Fantastic work brother. I would rather have the paint vs. the real thing. I am sure your clients are lined up in the city.


----------



## ColorQuest (Mar 19, 2012)

Michael, 
Incredible job buddy, the doors look so high end now. What was your product for the glaze? Did you base coat the doors? Just curious. Thanks for sharing. Take care Michael.
Jay


----------



## Rbriggs82 (Jul 9, 2012)

Nice work they look awesome.


----------



## michael tust (Mar 6, 2009)

IHATE_HOMEDEPOT said:


> Fantastic work brother. I would rather have the paint vs. the real thing. I am sure your clients are lined up in the city.


Thanks,

We have been fortunate the last 3 years to be keeping busy.....


Michael Tust


----------



## michael tust (Mar 6, 2009)

ColorQuest said:


> Michael,
> Incredible job buddy, the doors look so high end now. What was your product for the glaze? Did you base coat the doors? Just curious. Thanks for sharing. Take care Michael.
> Jay


Thank You Jay,

I just mix my own Glaze using Turpintine... Linseed Oil.... and Japan Drier (for these doors) .

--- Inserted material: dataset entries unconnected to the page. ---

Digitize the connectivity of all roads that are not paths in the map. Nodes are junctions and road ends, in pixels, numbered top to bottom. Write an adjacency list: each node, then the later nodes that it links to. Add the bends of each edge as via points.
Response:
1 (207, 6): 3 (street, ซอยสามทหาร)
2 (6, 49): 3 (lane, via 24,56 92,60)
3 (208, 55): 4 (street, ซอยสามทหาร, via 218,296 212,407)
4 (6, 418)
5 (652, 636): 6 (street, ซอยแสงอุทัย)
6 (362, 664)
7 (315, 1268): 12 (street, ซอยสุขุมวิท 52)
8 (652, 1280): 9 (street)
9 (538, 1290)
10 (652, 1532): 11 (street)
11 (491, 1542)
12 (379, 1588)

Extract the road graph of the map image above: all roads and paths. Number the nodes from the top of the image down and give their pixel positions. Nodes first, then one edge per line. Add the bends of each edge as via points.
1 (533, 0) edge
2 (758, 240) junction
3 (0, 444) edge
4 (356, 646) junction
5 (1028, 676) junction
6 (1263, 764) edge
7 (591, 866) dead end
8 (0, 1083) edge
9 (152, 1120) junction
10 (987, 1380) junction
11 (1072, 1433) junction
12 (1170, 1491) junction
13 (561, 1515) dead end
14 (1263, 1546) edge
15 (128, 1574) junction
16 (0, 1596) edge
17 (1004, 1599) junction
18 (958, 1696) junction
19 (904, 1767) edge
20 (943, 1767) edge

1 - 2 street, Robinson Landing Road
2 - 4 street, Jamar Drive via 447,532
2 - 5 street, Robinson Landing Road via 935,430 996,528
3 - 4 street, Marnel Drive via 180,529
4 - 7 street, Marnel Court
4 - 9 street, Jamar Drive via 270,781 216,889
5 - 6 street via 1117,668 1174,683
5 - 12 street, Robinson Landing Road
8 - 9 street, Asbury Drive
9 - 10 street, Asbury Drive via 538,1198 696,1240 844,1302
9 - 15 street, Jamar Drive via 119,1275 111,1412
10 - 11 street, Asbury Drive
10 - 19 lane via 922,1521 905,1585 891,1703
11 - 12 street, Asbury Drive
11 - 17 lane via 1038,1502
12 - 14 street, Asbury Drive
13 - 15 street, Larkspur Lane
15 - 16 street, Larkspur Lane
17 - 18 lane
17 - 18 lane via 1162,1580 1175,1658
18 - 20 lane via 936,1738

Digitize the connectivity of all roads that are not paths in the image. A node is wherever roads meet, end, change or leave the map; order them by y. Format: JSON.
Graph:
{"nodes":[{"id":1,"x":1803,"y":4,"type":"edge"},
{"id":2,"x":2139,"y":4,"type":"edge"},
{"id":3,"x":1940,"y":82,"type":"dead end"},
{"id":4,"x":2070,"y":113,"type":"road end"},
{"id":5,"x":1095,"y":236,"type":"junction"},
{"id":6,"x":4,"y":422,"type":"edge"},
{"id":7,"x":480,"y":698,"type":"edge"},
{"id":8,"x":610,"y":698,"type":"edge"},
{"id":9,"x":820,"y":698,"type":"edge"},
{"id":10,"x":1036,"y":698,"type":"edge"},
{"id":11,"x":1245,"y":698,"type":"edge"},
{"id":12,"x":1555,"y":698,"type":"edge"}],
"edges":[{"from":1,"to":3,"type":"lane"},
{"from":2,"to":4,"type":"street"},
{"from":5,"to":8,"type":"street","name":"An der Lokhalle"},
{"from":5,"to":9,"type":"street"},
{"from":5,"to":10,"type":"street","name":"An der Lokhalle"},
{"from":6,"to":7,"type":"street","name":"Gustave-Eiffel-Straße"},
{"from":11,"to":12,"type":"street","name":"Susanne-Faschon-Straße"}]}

I Basecoated the Doors using Breakthrough Satin.... 


Michael Tust


----------



## michael tust (Mar 6, 2009)

Rbriggs82 said:


> Nice work they look awesome.


Thank You! 


Michael Tust


----------



## Wolfgang (Nov 16, 2008)

Michael, as always - you amaze me. I certainly hope your clients realize how fortunate they are to have you and your abilities available in their area.


----------



## mudbone (Dec 26, 2011)

Groovie!


----------



## michael tust (Mar 6, 2009)

Wolfgang said:


> Michael, as always - you amaze me. I certainly hope your clients realize how fortunate they are to have you and your abilities available in their area.


Hi Wolfgang,

Thanks.... This Wood is kind of like Marble in certain ways.... Making every piece different can be a challange. Just when you get into it,the jobs over.


Michael Tust


----------



## Shaina Khan (Sep 8, 2011)

Great work, keep it up. :thumbup:


----------